We are currently getting our house ready for winter and are having a bit of trouble closing the shut off valve for the outdoor spigot. We are able to turn the valve enough to stop the flow of water to outside, we let the remaining water bleed out, yet it seems that we are still getting a small leak coming from the valve stem. I've searched the internet for similar problems, all pointing to the possibility that the packing nut just needs to be tightened. This seemed an easy enough task, only when I took a look at the valve there appears to be NO packing nut. Is there any way to have this leak stopped at least for the winter, as we are planning on replacing the older valves with ball valves in the spring. Our house is about 30 years old, we took ownership about 2 1/2 years ago and we are thinking the people before us never bothered to shut off the valve each winter as the opening in the ceiling's drywall could barely fit my child-like hands to be able to turn the valve handle. We live in Eastern Ontario where the temps can reach as low as -40c, the previous owners may not have had any problems in previous winters but we feel more comfortable taking the extra steps to ensure we don't have any unfortunate pipe bursts, especially since there is a tv directly below the valve in the basement. In the summer when it's open it's fine and we have no worries, it's just closing that seems to give us problems, we keep opening then closing a few times before it seems to keep a good 'seal' but it would be nice to know if there's something better we can do than just hope that it's closed. Any help would be greatly appreciated.

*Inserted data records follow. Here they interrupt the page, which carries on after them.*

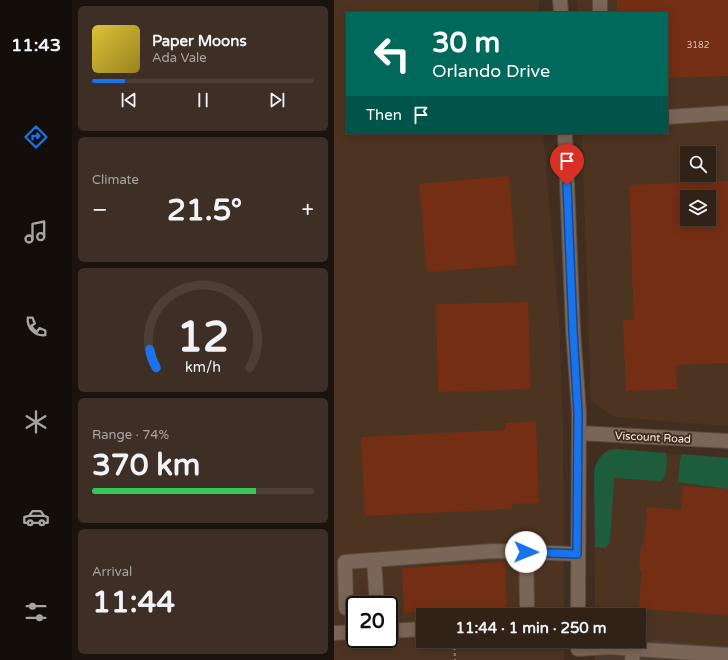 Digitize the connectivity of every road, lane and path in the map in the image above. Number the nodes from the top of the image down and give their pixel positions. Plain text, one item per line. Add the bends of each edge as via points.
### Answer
1 (560, 0) edge
2 (600, 0) edge
3 (561, 12) edge
4 (600, 12) edge
5 (728, 113) edge
6 (668, 117) edge
7 (566, 134) edge
8 (579, 433) junction
9 (728, 441) edge
10 (526, 552) junction
11 (577, 554) junction
12 (374, 560) junction
13 (376, 596) edge
14 (527, 605) dead end
15 (346, 608) edge
16 (578, 608) edge
17 (416, 630) edge
18 (398, 631) edge
19 (346, 632) edge
20 (334, 633) edge
21 (454, 648) edge
22 (578, 650) edge
23 (633, 655) edge
24 (728, 655) edge
25 (455, 660) edge

1 - 3 street
2 - 4 street
5 - 6 street
7 - 8 street
8 - 9 street, Viscount Road
8 - 11 street
10 - 11 street
10 - 12 street via 493,551
10 - 14 street
11 - 16 street
12 - 13 street
12 - 15 street via 345,562
17 - 18 street
19 - 20 street
21 - 25 path
22 - 23 street via 611,647
23 - 24 street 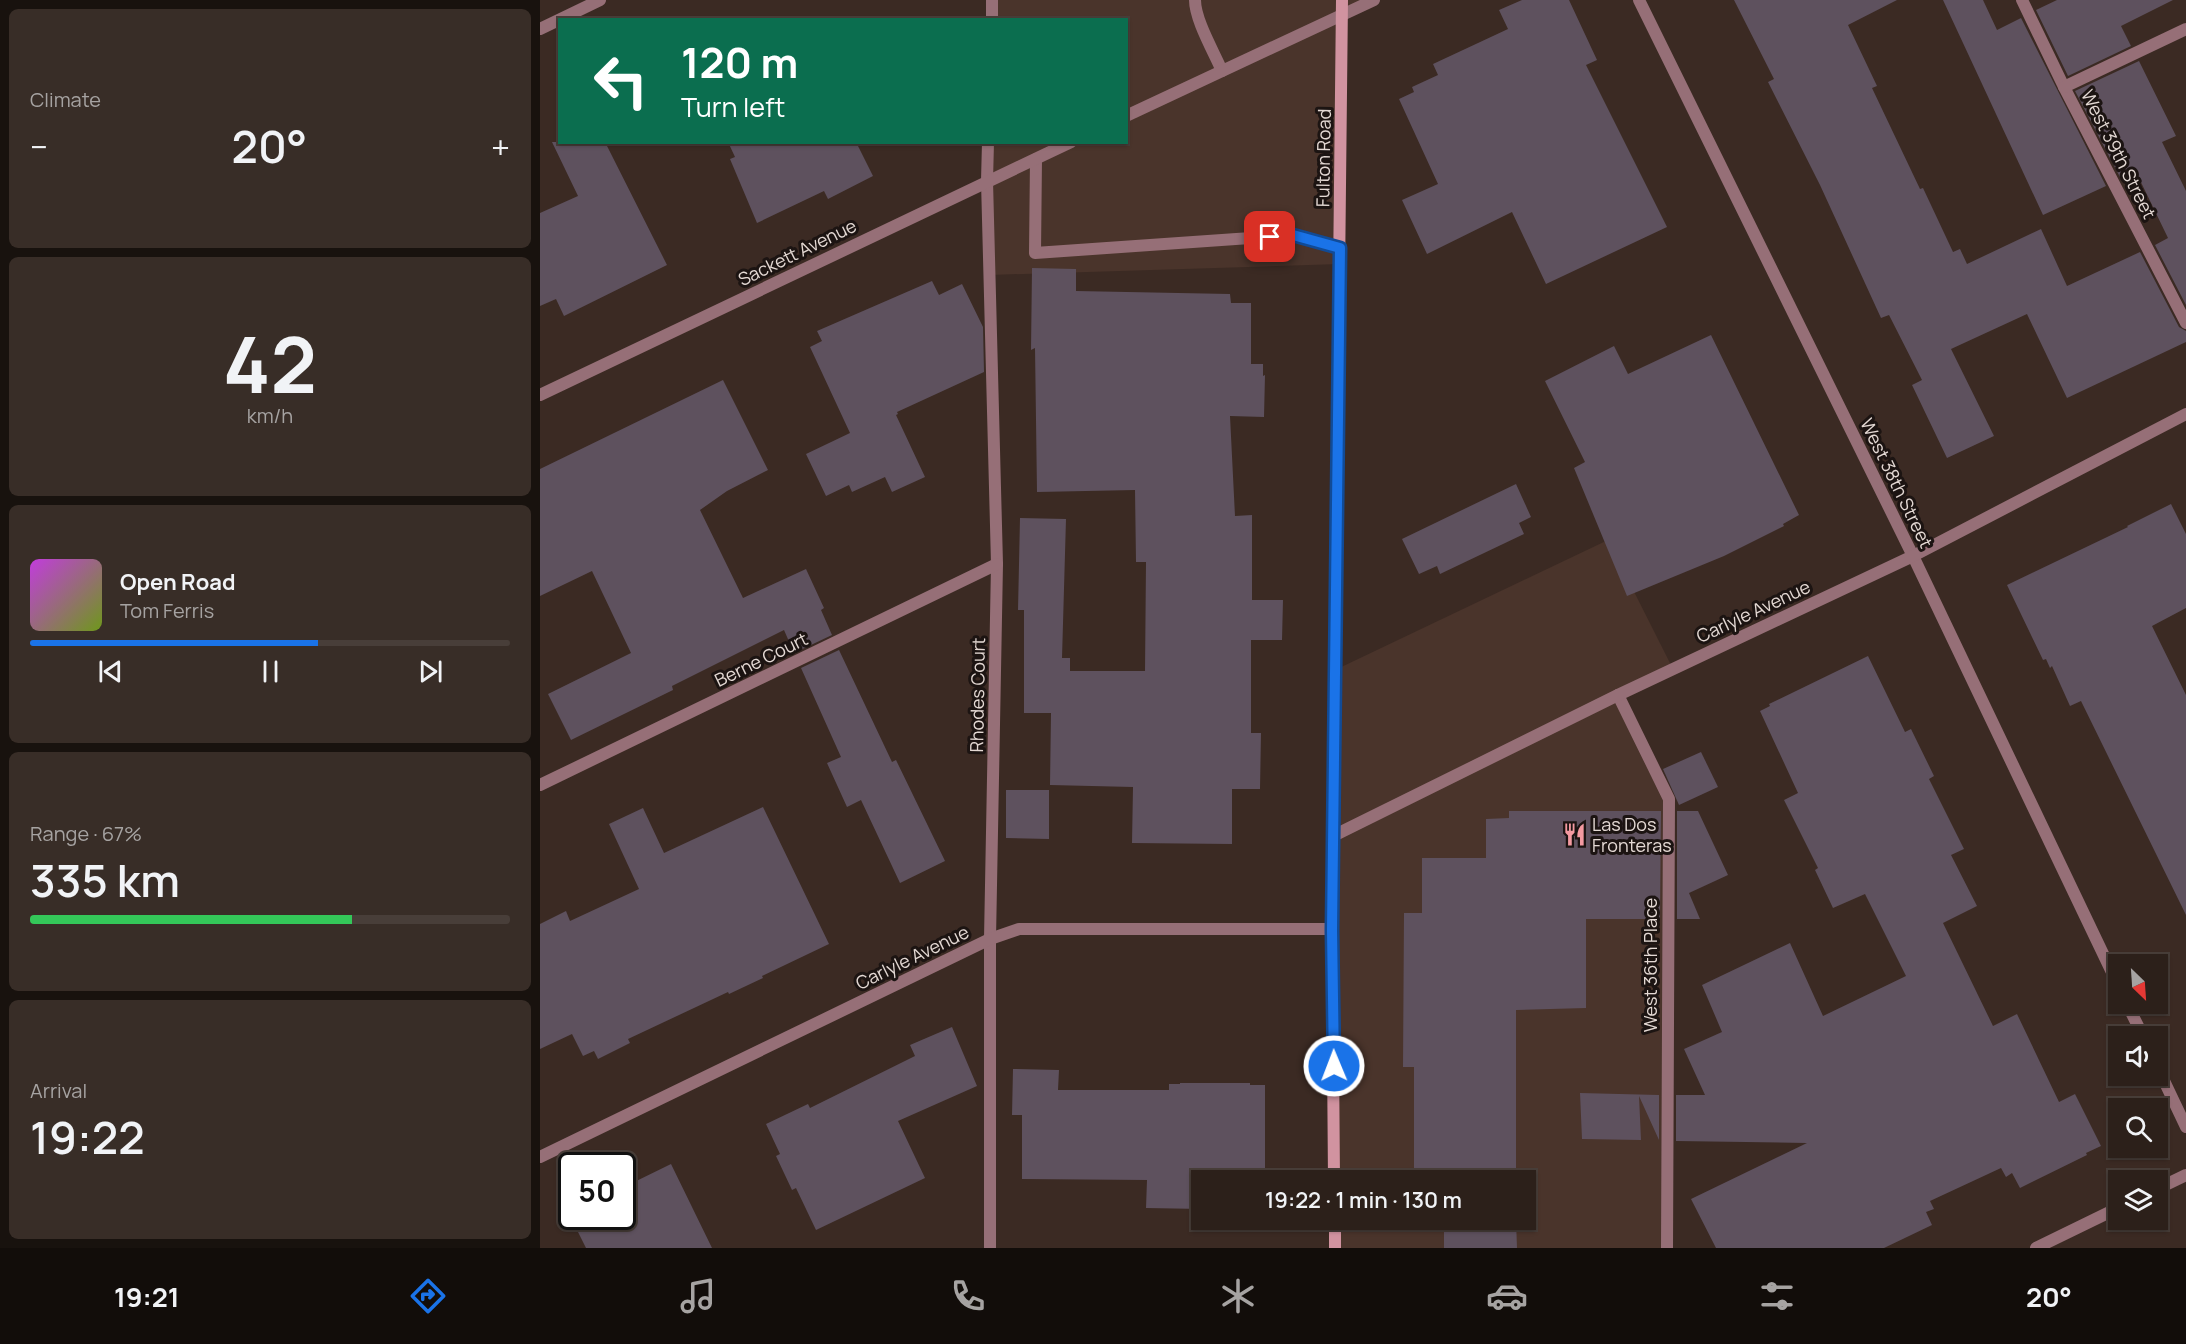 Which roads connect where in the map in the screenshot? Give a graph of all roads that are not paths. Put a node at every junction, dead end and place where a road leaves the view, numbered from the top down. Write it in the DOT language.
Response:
graph roads {
  1 [pos="600,0"];
  2 [pos="992,0"];
  3 [pos="1195,0"];
  4 [pos="1342,0"];
  5 [pos="1374,0"];
  6 [pos="1639,0"];
  7 [pos="2022,0"];
  8 [pos="1342,15"];
  9 [pos="563,18"];
  10 [pos="992,18"];
  11 [pos="558,20"];
  12 [pos="540,29"];
  13 [pos="2186,29"];
  14 [pos="1222,71"];
  15 [pos="2064,87"];
  16 [pos="1128,115"];
  17 [pos="988,144"];
  18 [pos="1067,144"];
  19 [pos="1036,159"];
  20 [pos="987,181"];
  21 [pos="1340,248"];
  22 [pos="2186,323"];
  23 [pos="540,395"];
  24 [pos="2186,414"];
  25 [pos="1913,556"];
  26 [pos="997,564"];
  27 [pos="1618,695"];
  28 [pos="540,785"];
  29 [pos="1334,836"];
  30 [pos="1332,930"];
  31 [pos="990,939"];
  32 [pos="2108,963"];
  33 [pos="2167,1086"];
  34 [pos="2186,1127"];
  35 [pos="540,1157"];
  36 [pos="1335,1170"];
  37 [pos="2186,1175"];
  38 [pos="2168,1184"];
  39 [pos="2108,1213"];
  40 [pos="1335,1230"];
  41 [pos="990,1248"];
  42 [pos="1335,1248"];
  43 [pos="1667,1248"];
  44 [pos="2036,1248"];
  1 -- 9 [label="street"];
  2 -- 10 [label="street"];
  3 -- 14 [label="street"];
  4 -- 8 [label="main road, Fulton Road"];
  5 -- 8 [label="street"];
  6 -- 25 [label="street, West 38th Street"];
  7 -- 15 [label="street, West 39th Street"];
  8 -- 14 [label="street"];
  8 -- 21 [label="main road, Fulton Road"];
  11 -- 12 [label="street"];
  13 -- 15 [label="street"];
  14 -- 16 [label="street"];
  15 -- 22 [label="street, West 39th Street"];
  17 -- 20 [label="street, Rhodes Court"];
  18 -- 19 [label="street, Sackett Avenue"];
  19 -- 20 [label="street, Sackett Avenue"];
  19 -- 21 [label="street"];
  20 -- 23 [label="street, Sackett Avenue"];
  20 -- 26 [label="street, Rhodes Court"];
  21 -- 29 [label="main road, Fulton Road"];
  24 -- 25 [label="street, Carlyle Avenue"];
  25 -- 27 [label="street, Carlyle Avenue"];
  25 -- 32 [label="street, West 38th Street"];
  26 -- 28 [label="street, Berne Court"];
  26 -- 31 [label="street, Rhodes Court"];
  27 -- 29 [label="street, Carlyle Avenue"];
  27 -- 43 [label="street, West 36th Place"];
  29 -- 30 [label="main road, Fulton Road"];
  30 -- 31 [label="street, Carlyle Avenue"];
  30 -- 36 [label="main road, Fulton Road"];
  31 -- 35 [label="street, Carlyle Avenue"];
  31 -- 41 [label="street, Rhodes Court"];
  33 -- 34 [label="street"];
  37 -- 38 [label="street"];
  39 -- 44 [label="street"];
  40 -- 42 [label="main road"];
} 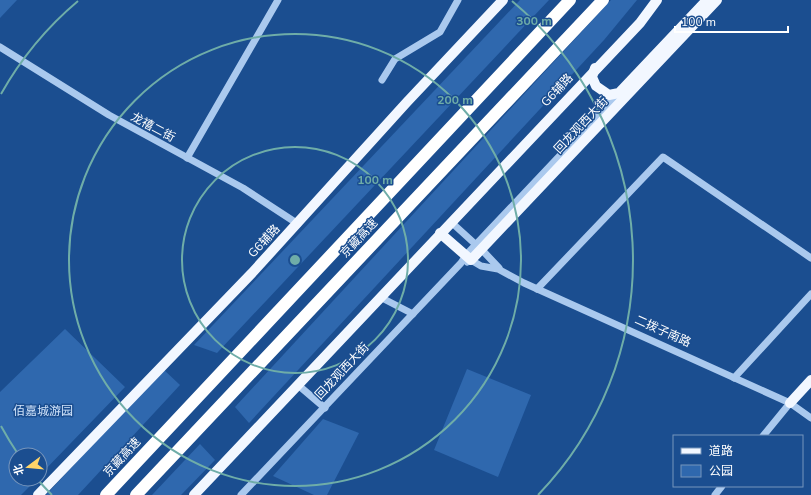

The three pictures attached are as follows:
valve 1 is the actual shut off valve for the outdoor spigot








valve 2 is the best pic I could get of the side view of the valve, apologies for the low quality (it's a tight space)








valve 3 is a picture of another valve we have in the house that appears to be the same type used for the outdoor spigot


----------



## Bondo (Dec 8, 2007)

Ayuh,... The hex under the blue handle is the packin' nut...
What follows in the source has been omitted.